W3C home > Mailing lists > Public > whatwg@whatwg.org > December 2008

[whatwg] Thoughts on HTML 5

From: Giovanni Campagna <scampa.giovanni@gmail.com>
Date: Thu, 18 Dec 2008 18:15:51 +0100
Message-ID: <65307430812180915n77fa6d94la9558b3b65c8a83d@mail.gmail.com>
2008/12/18 Benjamin Hawkes-Lewis <bhawkeslewis at googlemail.com>

> Perhaps (got any actual evidence about author expectations in this case?),
> but that's not a problem for tokenizer performance. You're "shifting the
> goalposts".

My comment about tokenizer performance was later. By the way, author should
not expect that invalid markup work in any particular way (in the past they
did and wrote specific markup for specific implementation)

> Anyway, if we're talking authorial expectations, ordinary authors don't
> expect
> <a href="http://example.com?foobar&baz">
> to be an unrecoverable error, but it is in XHTML.

authors didn't expect that example.com?foobar&section=1 became
example.com?foobar?ion=1 but this happened in Netscape and IE quite long ago
if they got an error, at least they knew that it was not a correct syntax
and should have been avoided, since it could lead to different results in
different browsers
(it is not valid HTML, btw)

It's not like either of these syntaxes make sense to ordinary people or were
> even intended to do so. The original authoring model for HTML was supposed
> to be "paragraph" and "anchor", mediated by some sort of vaguely WYSIWYG
> type editor, not angle-bracketed tags.

If you don't like like less-than and greater-than (it is not Unicode angle
bracket actually), publish your work in PDF or DOC. HTML stays for HyperText
Markup Language. Markup (i.e. tags) can't be removed.

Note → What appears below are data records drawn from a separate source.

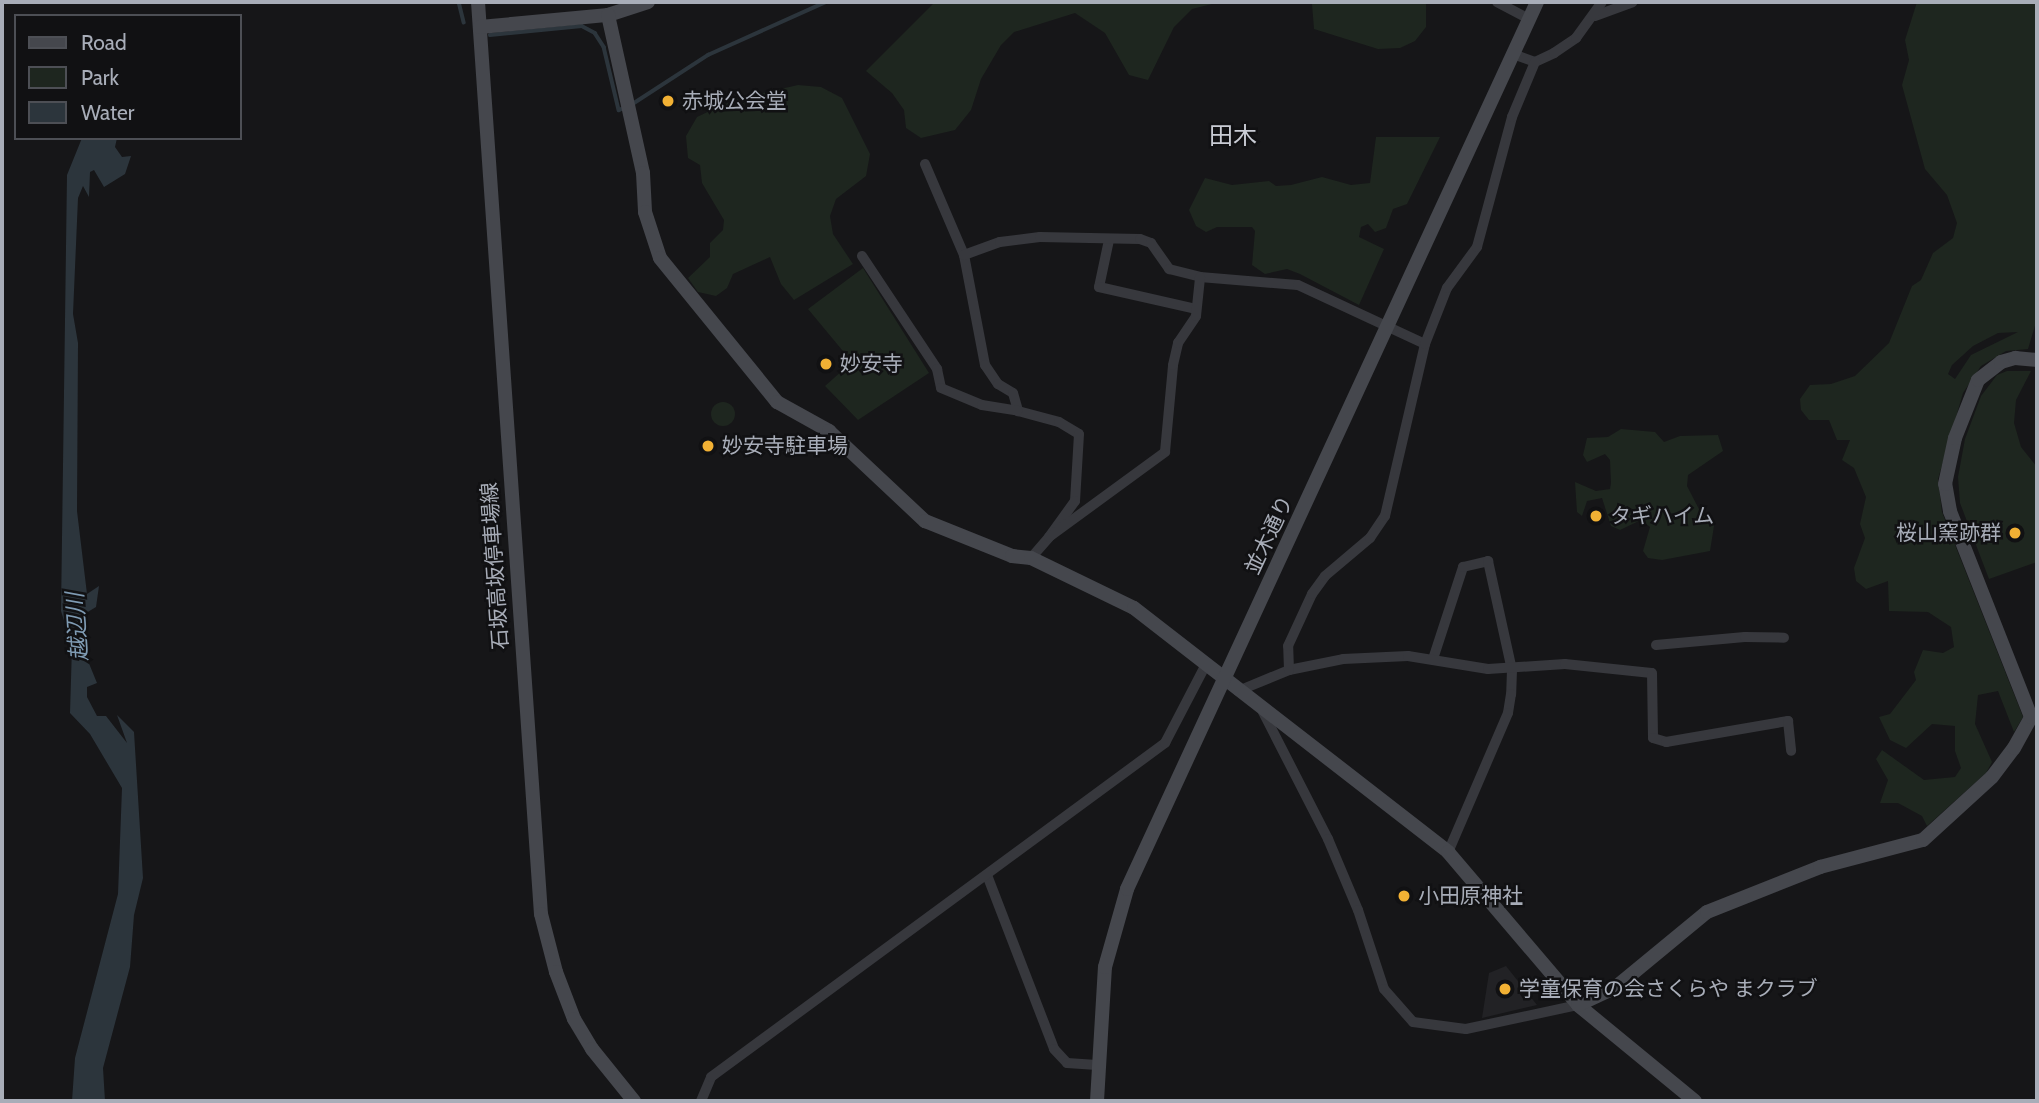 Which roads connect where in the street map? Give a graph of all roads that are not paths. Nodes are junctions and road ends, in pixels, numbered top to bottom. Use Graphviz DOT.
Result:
graph roads {
  1 [pos="478,2"];
  2 [pos="648,2"];
  3 [pos="1497,2"];
  4 [pos="1537,2"];
  5 [pos="1602,2"];
  6 [pos="1633,2"];
  7 [pos="608,15"];
  8 [pos="1595,16"];
  9 [pos="1529,19"];
  10 [pos="480,27"];
  11 [pos="1513,54"];
  12 [pos="1535,62"];
  13 [pos="925,164"];
  14 [pos="1110,240"];
  15 [pos="964,255"];
  16 [pos="862,256"];
  17 [pos="1200,277"];
  18 [pos="1196,309"];
  19 [pos="1425,344"];
  20 [pos="2037,360"];
  21 [pos="1018,411"];
  22 [pos="1049,537"];
  23 [pos="1031,558"];
  24 [pos="1784,638"];
  25 [pos="1656,645"];
  26 [pos="1433,659"];
  27 [pos="1205,666"];
  28 [pos="1289,670"];
  29 [pos="1512,670"];
  30 [pos="1224,681"];
  31 [pos="1238,691"];
  32 [pos="1263,712"];
  33 [pos="2034,715"];
  34 [pos="1791,751"];
  35 [pos="1448,852"];
  36 [pos="987,875"];
  37 [pos="1578,1005"];
  38 [pos="1097,1066"];
  39 [pos="634,1101"];
  40 [pos="701,1101"];
  41 [pos="1097,1101"];
  42 [pos="1695,1101"];
  1 -- 10 [label="street, 石坂高坂停車場線"];
  2 -- 7 [label="street"];
  3 -- 9 [label="street"];
  4 -- 9 [label="street, 並木通り"];
  5 -- 8 [label="street"];
  6 -- 8 [label="street"];
  7 -- 10 [label="street"];
  7 -- 23 [label="street"];
  8 -- 12 [label="street"];
  9 -- 11 [label="street, 並木通り"];
  10 -- 39 [label="street, 石坂高坂停車場線"];
  11 -- 12 [label="street"];
  11 -- 30 [label="street, 並木通り"];
  12 -- 19 [label="street"];
  13 -- 15 [label="street"];
  14 -- 15 [label="street"];
  14 -- 17 [label="street"];
  14 -- 18 [label="street"];
  15 -- 21 [label="street"];
  16 -- 21 [label="street"];
  17 -- 18 [label="street"];
  17 -- 19 [label="street"];
  18 -- 22 [label="street"];
  19 -- 28 [label="street"];
  20 -- 33 [label="street"];
  21 -- 22 [label="street"];
  22 -- 23 [label="street"];
  23 -- 27 [label="street"];
  24 -- 25 [label="street"];
  26 -- 28 [label="street"];
  26 -- 29 [label="street"];
  26 -- 29 [label="street"];
  27 -- 30 [label="street"];
  27 -- 36 [label="street"];
  28 -- 31 [label="street"];
  29 -- 34 [label="street"];
  29 -- 35 [label="street"];
  30 -- 31 [label="street"];
  30 -- 38 [label="street, 並木通り"];
  31 -- 32 [label="street"];
  32 -- 35 [label="street"];
  32 -- 37 [label="street"];
  33 -- 37 [label="street"];
  35 -- 37 [label="street"];
  36 -- 38 [label="street"];
  36 -- 40 [label="street"];
  37 -- 42 [label="street"];
  38 -- 41 [label="street, 並木通り"];
}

A conforming browser will interpret the markup as specified by the
> specification, so there is no difference.

Yes, the fact is that the specification itself "guesses" what an average
author thinks when it writes HTML

> In practice, people find this very hard for XML and most web publishing
> systems (WordPress etc.) don't work like this even if they should.

Why do SQL injections or buffer overrun attacks happen? Because applications
don't check for input. The same for XML: you check, you're sure nobody will
try to take your site down. You don't check, that's your fault.

> Also, much of the web is ad-supported. The ads ecosystem is based around
> including markup from trusted sources. Those including the markup are
> generally not able to exert much control over the included markup, even when
> they are some of the biggest publishers on the web. Getting ads to have
> user-friendly HTML (e.g. alt attributes for image links) is nigh impossible;
> trying to get conforming HTML is a wet dream; and trying to get ads in valid
> XML is a likely to be a complete non-starter. Why would an ad creator
> bother, when they could choose a different partner and use their old
> text/html ads?

If ad buyer refuses to buy a non-valid-XML ad, probably the ad creator will
rewrite them.

"Probably" - got any empirical evidence for that? I don't usually report
> errors in websites I visit (even _I_ usually have other things to do with my
> time).

If any error prevents someone from correctly browsing that page, he first
reports that to web owner, then to browser creator.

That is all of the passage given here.